AI Boom Amplifies The Stakes
The urgency behind Huawei’s push is heightened by the explosive growth of artificial intelligence. Huawei’s Ascend series of AI chips powers several leading Chinese models, including DeepSeek’s flagship V4, released last month. The company announced that its upcoming Kirin smartphone chips, scheduled for launch later this year, will be the first to incorporate a Tau Scaling architecture called LogicFolding, which shortens internal wiring and significantly boosts performance.
LogicFolding will also be extended to Ascend AI chips by 2030 and applied to large-scale AI computing clusters. Huawei claimed it has already designed and mass-produced 381 chips over the past six years based on Tau Scaling principles for use in smartphones, AI computing, and other applications.
This progress is critical as domestic Chinese tech firms seek alternatives to Nvidia’s most advanced AI processors, which remain heavily restricted from sale in China. Nvidia CEO Jensen Huang recently conceded that the company has “largely conceded” the Chinese AI chip market to Huawei and local players.
Despite the ambitious targets, analysts caution that significant hurdles remain. Brady Wang, associate director at Counterpoint Research, noted: “Cost, power, heat, and system integration remain major challenges, especially for Cloud AI servers. In the short term, China may narrow the gap with global leaders, but a technology gap with the most advanced nodes will still remain.”
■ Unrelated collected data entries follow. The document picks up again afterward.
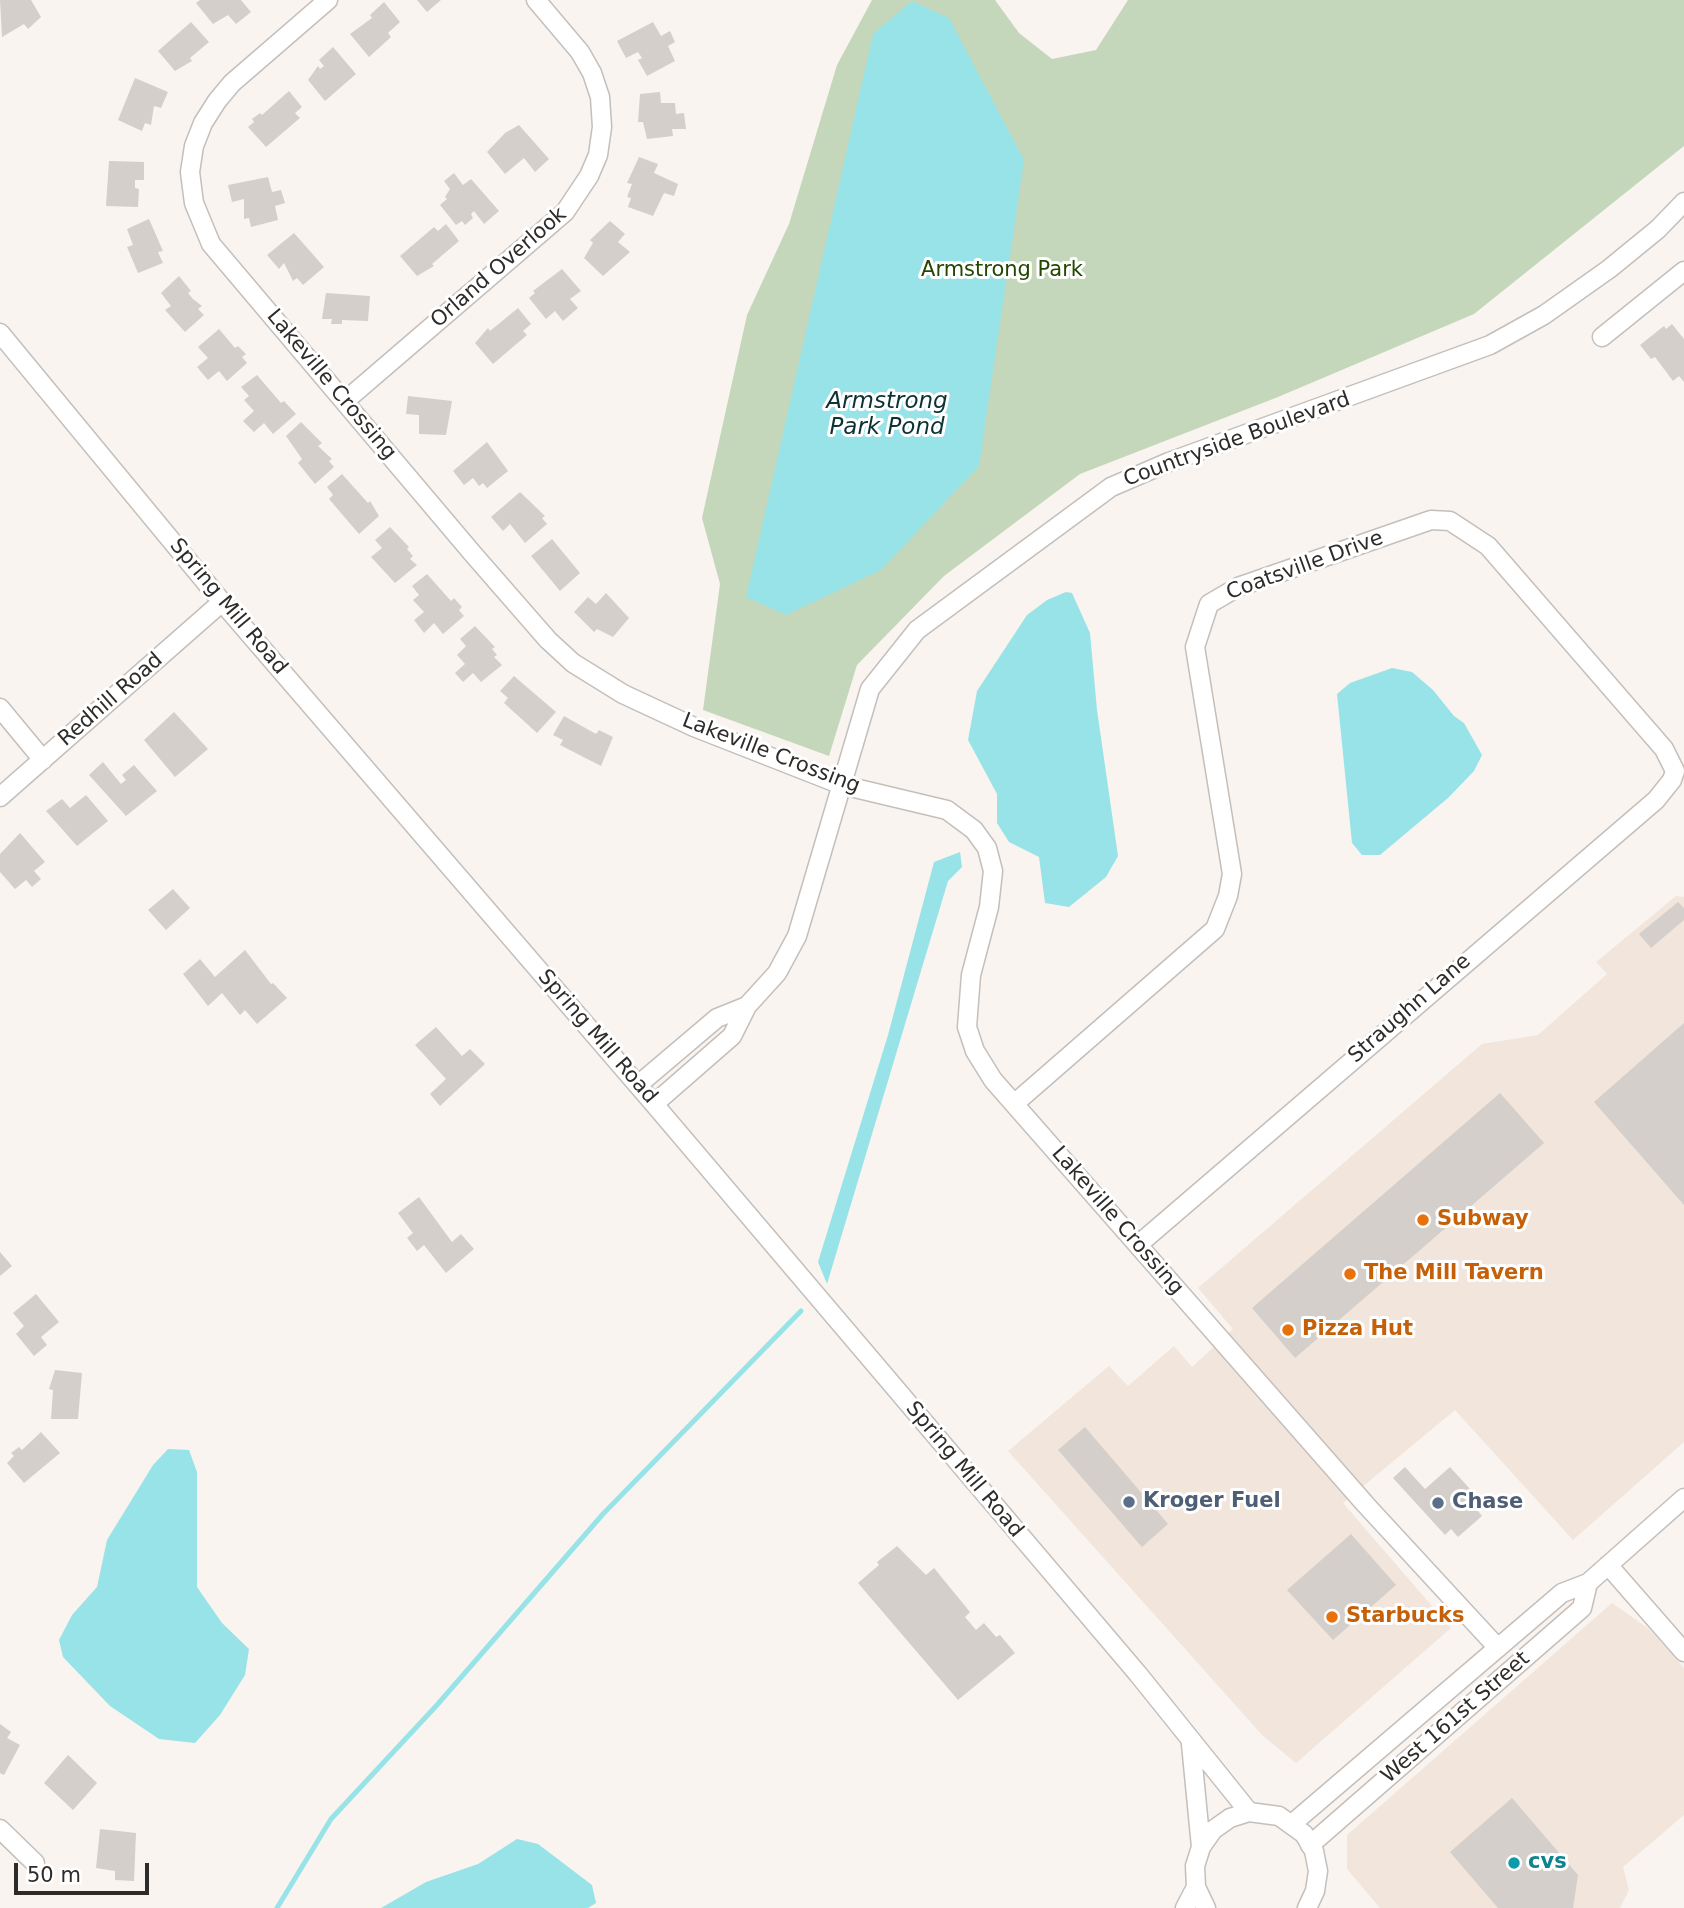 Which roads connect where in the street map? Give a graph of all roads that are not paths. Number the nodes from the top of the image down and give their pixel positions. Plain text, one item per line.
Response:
1 (328, 0) edge
2 (536, 0) edge
3 (1684, 202) edge
4 (1684, 271) edge
5 (0, 334) edge
6 (1602, 337) dead end
7 (345, 401) junction
8 (222, 603) junction
9 (0, 708) edge
10 (43, 760) junction
11 (1675, 771) joint
12 (842, 785) junction
13 (0, 797) edge
14 (747, 1006) junction
15 (638, 1085) junction
16 (654, 1104) junction
17 (1014, 1104) junction
18 (1139, 1244) junction
19 (1684, 1498) edge
20 (1608, 1565) junction
21 (1588, 1583) junction
22 (1498, 1648) junction
23 (1684, 1652) edge
24 (1191, 1744) junction
25 (1249, 1812) junction
26 (1293, 1824) junction
27 (0, 1829) edge
28 (1310, 1845) junction
29 (1201, 1847) junction
30 (35, 1863) dead end
31 (1196, 1886) junction
32 (1315, 1891) junction
33 (1185, 1908) edge
34 (1206, 1908) edge
35 (1307, 1908) edge
36 (1326, 1908) edge

1 - 7 street, Lakeville Crossing
2 - 7 street, Orland Overlook
3 - 12 street, Countryside Boulevard
4 - 6 street
5 - 8 street, Spring Mill Road
7 - 12 street, Lakeville Crossing
8 - 10 street, Redhill Road
8 - 15 street, Spring Mill Road
9 - 10 street
10 - 13 street, Redhill Road
11 - 17 street, Coatsville Drive
11 - 18 street, Straughn Lane
12 - 14 street, Countryside Boulevard
12 - 17 street, Lakeville Crossing
14 - 15 street
14 - 16 street, Countryside Boulevard
15 - 16 street, Spring Mill Road
16 - 24 street, Spring Mill Road
17 - 18 street, Lakeville Crossing
18 - 22 street, Lakeville Crossing
19 - 20 street, West 161st Street
20 - 21 street, West 161st Street
20 - 23 street
21 - 22 street, West 161st Street
21 - 28 street, West 161st Street
22 - 26 street, West 161st Street
24 - 25 street, Spring Mill Road
24 - 29 street
25 - 26 street
25 - 29 street
26 - 28 street
27 - 30 street
28 - 32 street
29 - 31 street
31 - 33 street
31 - 34 street
32 - 35 street
32 - 36 street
Huawei’s chip division head, He Tingbo, acknowledged the difficulties, including the need for new design tools tailored to Tau Scaling and managing thermal issues across applications from mobile devices to massive data centers. However, he expressed confidence.
“Given all the various constraints, we have found some pretty good solutions… I can confidently say in the coming 10 years our solutions for mobile computing and AI computing will be competitive,” he said.
The Ban that Inspired the Push
Huawei was placed on the U.S. Entity List in 2019, cutting it off from many American technologies and forcing it into what the company described as “extreme survival mode.” A secret backup chip project became central to its resilience, culminating in the surprise 2023 launch of the 5G-capable Mate 60 series powered by a domestically produced 7-nanometer chip from SMIC.SMIC shares rose 7.6% on Monday following Huawei’s announcement.
The foundry has also invested in advanced packaging research, signaling a broader ecosystem effort to push beyond conventional limits.
For China, achieving semiconductor self-sufficiency is a national priority with profound geopolitical implications. Success would reduce vulnerability to future sanctions, strengthen its position in the global AI race, and enhance technological sovereignty. Failure, or even prolonged gaps, could constrain its AI ambitions and economic competitiveness.
Analysts believe Huawei’s Tau Scaling initiative represents a creative and necessary adaptation to external constraints. While it may not fully close the gap with TSMC or Intel in the immediate future, it demonstrates China’s determination to innovate around restrictions and invest heavily in alternative pathways.